> **WHAT IS EXPECTED**
The result should be every line in the material below containing the string "image".

> **DATA**
# # # # #

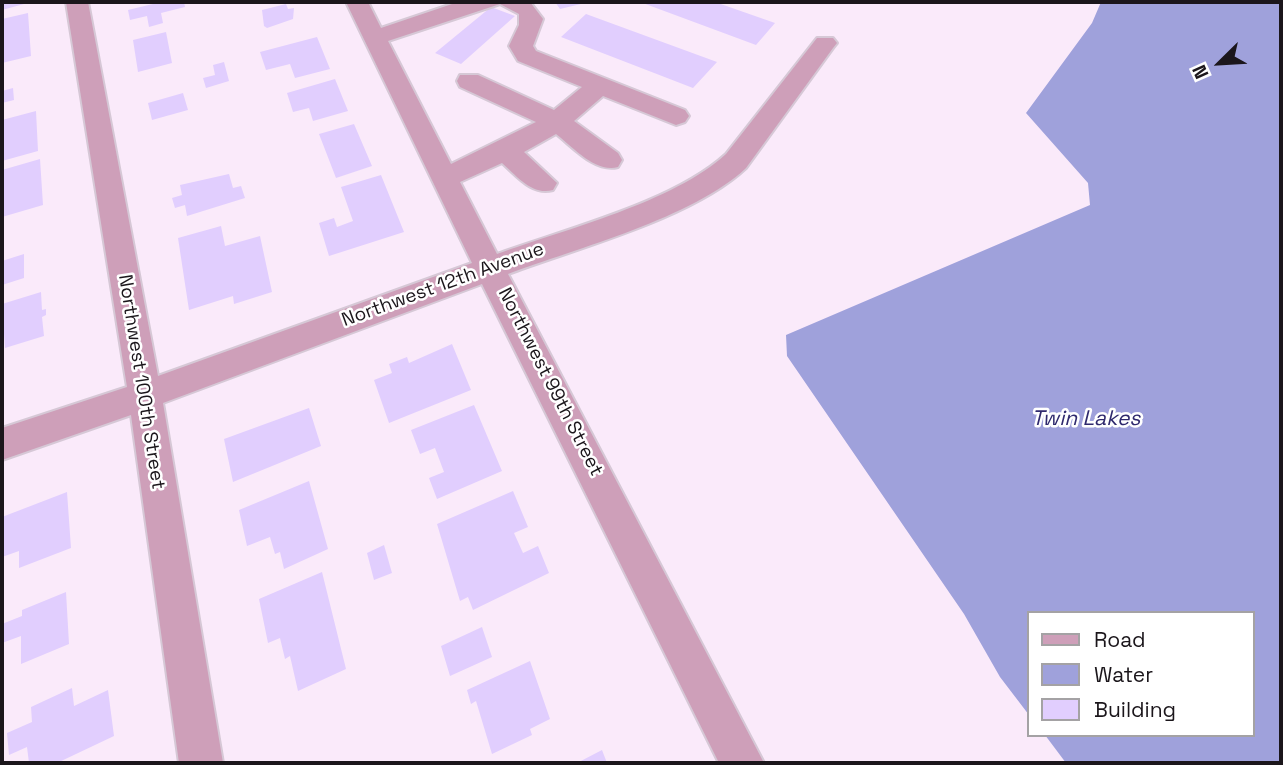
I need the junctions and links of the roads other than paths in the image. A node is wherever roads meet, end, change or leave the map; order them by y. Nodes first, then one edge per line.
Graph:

# # # # #

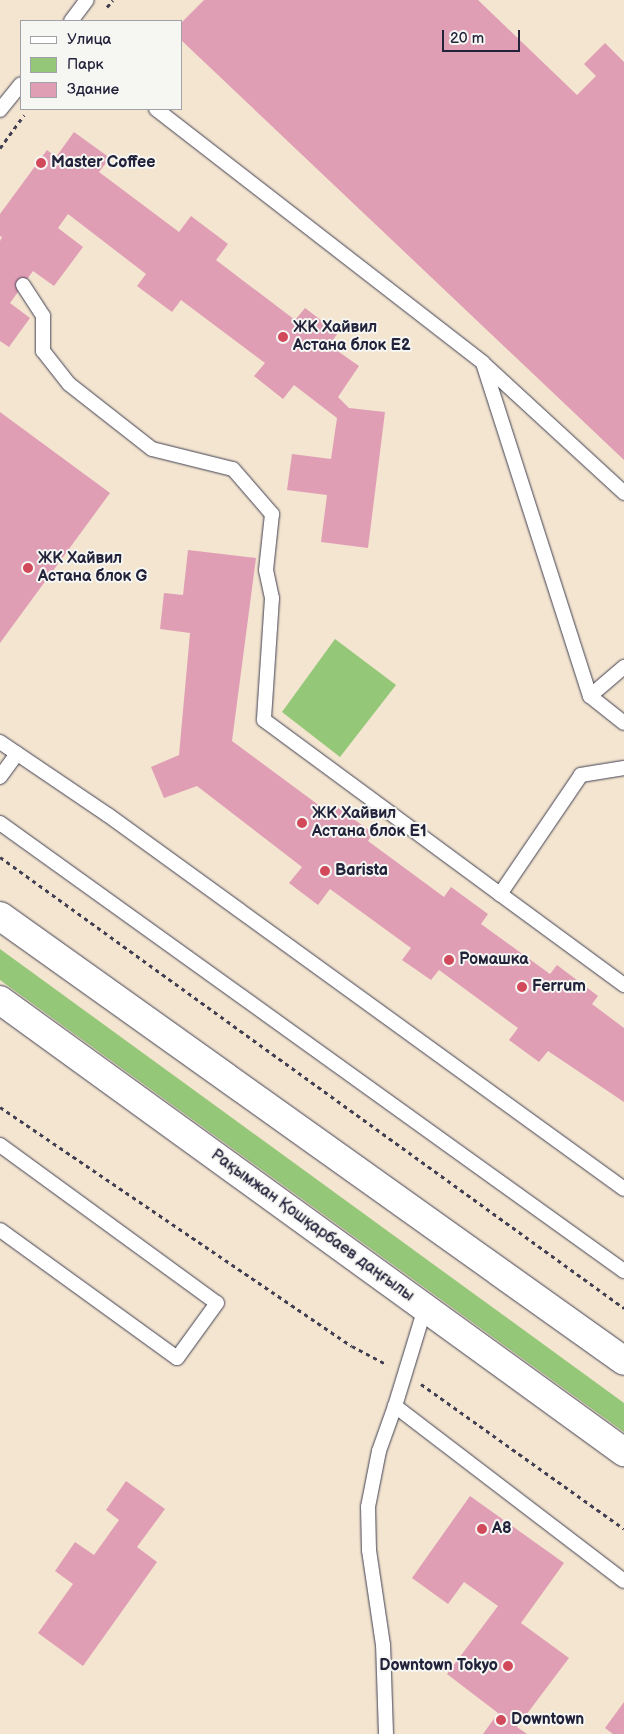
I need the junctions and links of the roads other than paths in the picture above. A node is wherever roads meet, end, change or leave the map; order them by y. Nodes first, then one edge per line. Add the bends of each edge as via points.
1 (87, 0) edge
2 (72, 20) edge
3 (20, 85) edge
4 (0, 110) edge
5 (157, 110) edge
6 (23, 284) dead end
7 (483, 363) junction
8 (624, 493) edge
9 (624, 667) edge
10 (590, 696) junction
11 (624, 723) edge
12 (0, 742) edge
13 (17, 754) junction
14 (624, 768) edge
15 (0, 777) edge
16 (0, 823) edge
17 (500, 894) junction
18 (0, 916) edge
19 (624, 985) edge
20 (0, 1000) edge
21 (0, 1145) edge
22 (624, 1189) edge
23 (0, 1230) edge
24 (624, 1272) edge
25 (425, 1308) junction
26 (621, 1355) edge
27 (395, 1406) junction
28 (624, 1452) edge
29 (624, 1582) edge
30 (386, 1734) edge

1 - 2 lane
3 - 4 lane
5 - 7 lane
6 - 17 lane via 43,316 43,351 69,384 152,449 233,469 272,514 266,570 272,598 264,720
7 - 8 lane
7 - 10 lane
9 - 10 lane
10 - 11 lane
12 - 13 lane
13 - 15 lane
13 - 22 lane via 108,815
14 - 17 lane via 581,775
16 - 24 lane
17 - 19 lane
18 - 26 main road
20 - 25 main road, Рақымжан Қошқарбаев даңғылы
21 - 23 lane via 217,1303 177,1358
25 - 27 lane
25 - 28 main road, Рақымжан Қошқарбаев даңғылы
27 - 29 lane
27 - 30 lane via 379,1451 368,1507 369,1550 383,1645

# # # # #

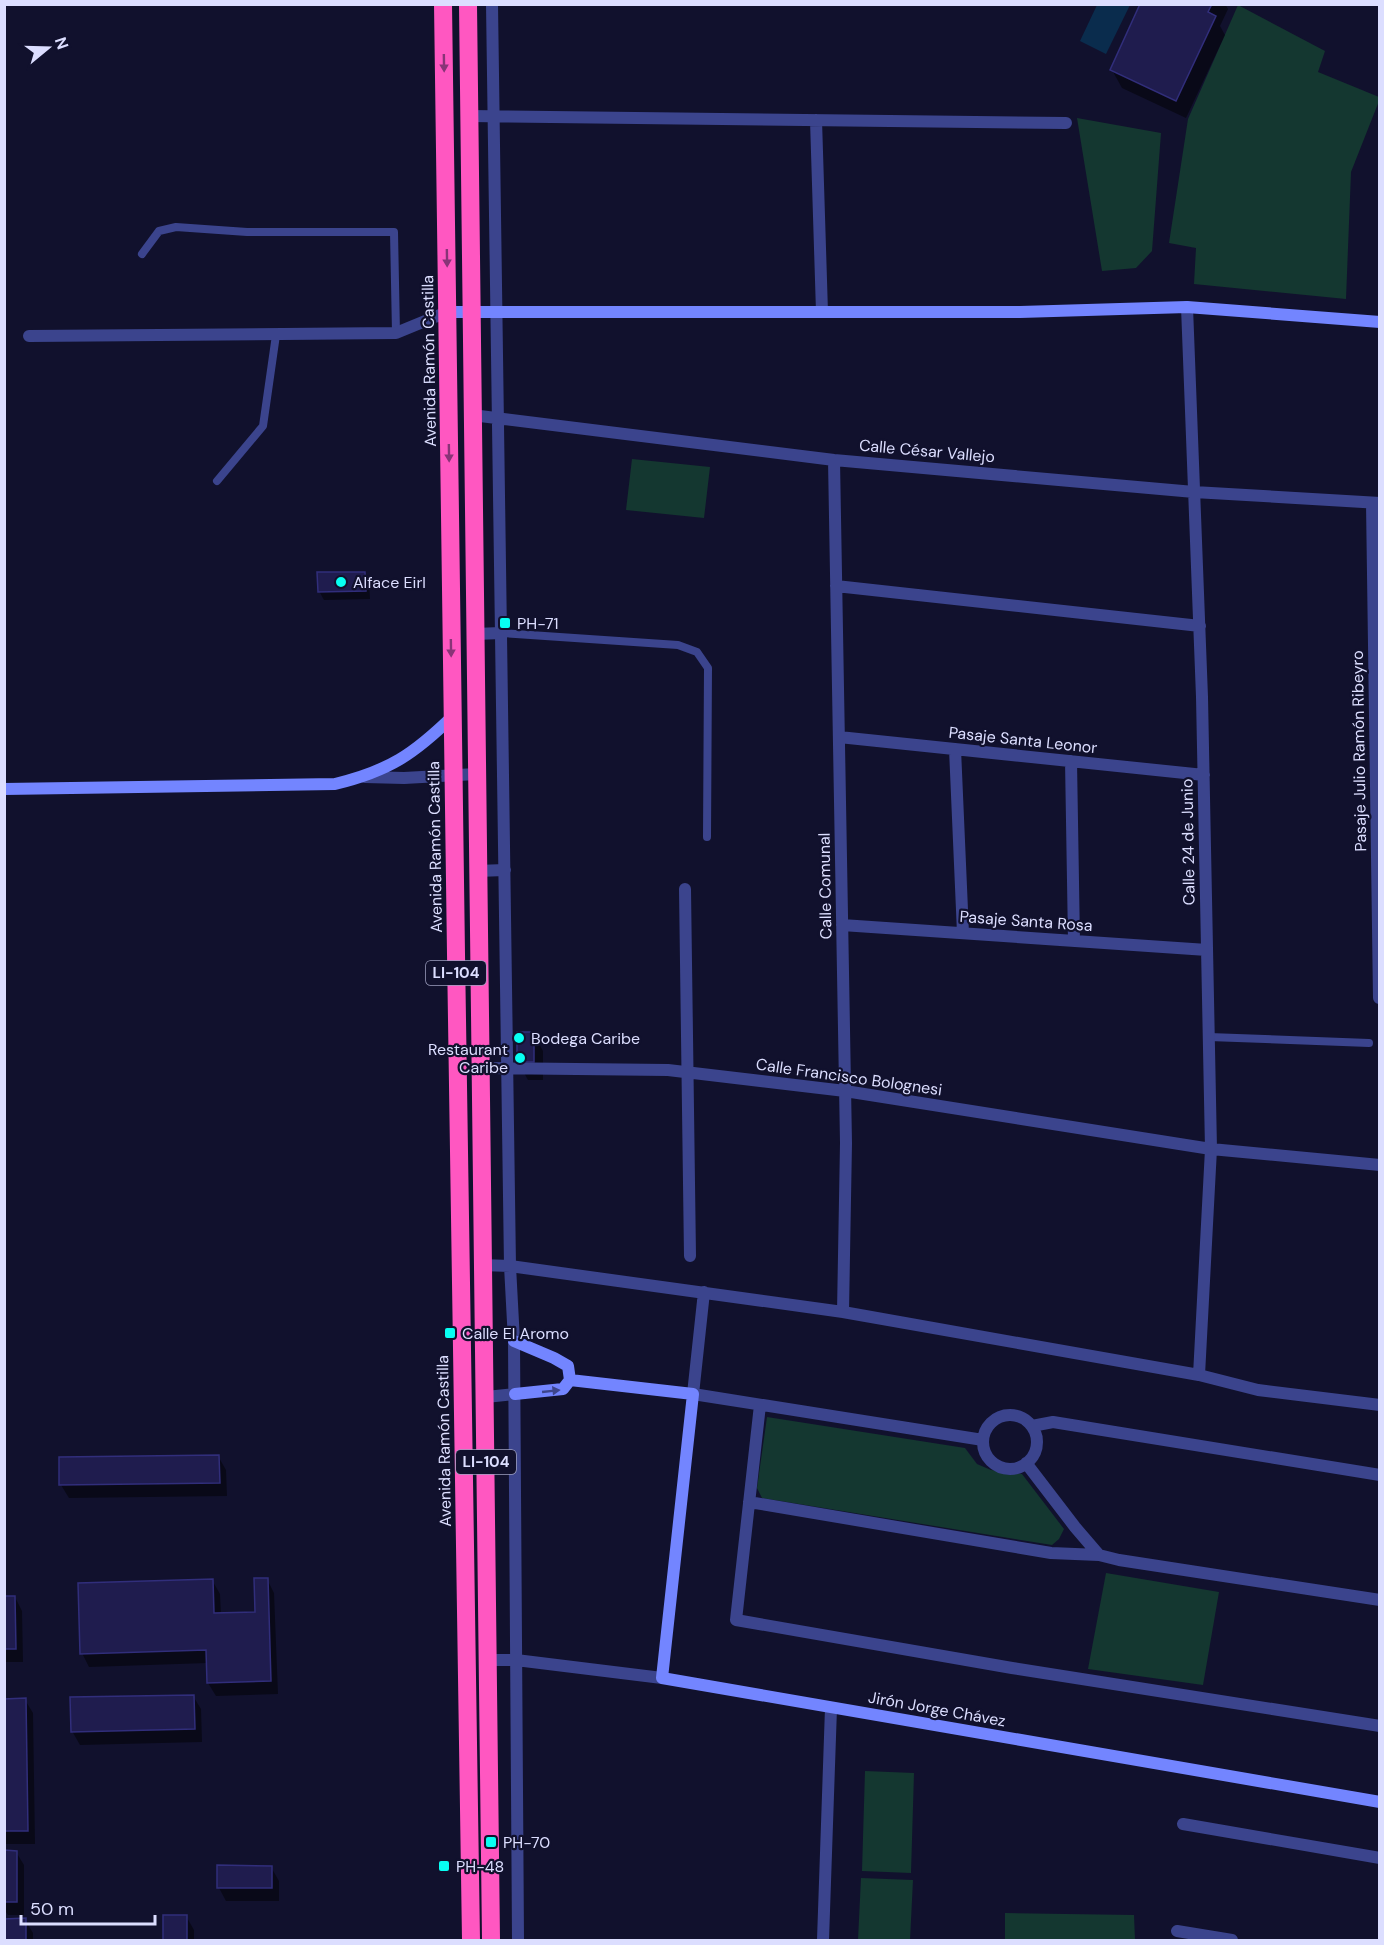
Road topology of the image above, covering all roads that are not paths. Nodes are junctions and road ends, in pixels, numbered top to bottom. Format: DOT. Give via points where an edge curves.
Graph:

# # # # #

> **SOLUTION BELOW**
I need the junctions and links of the roads other than paths in the image. A node is wherever roads meet, end, change or leave the map; order them by y. Nodes first, then one edge per line.
Road topology of the image above, covering all roads that are not paths. Nodes are junctions and road ends, in pixels, numbered top to bottom. Format: DOT. Give via points where an edge curves.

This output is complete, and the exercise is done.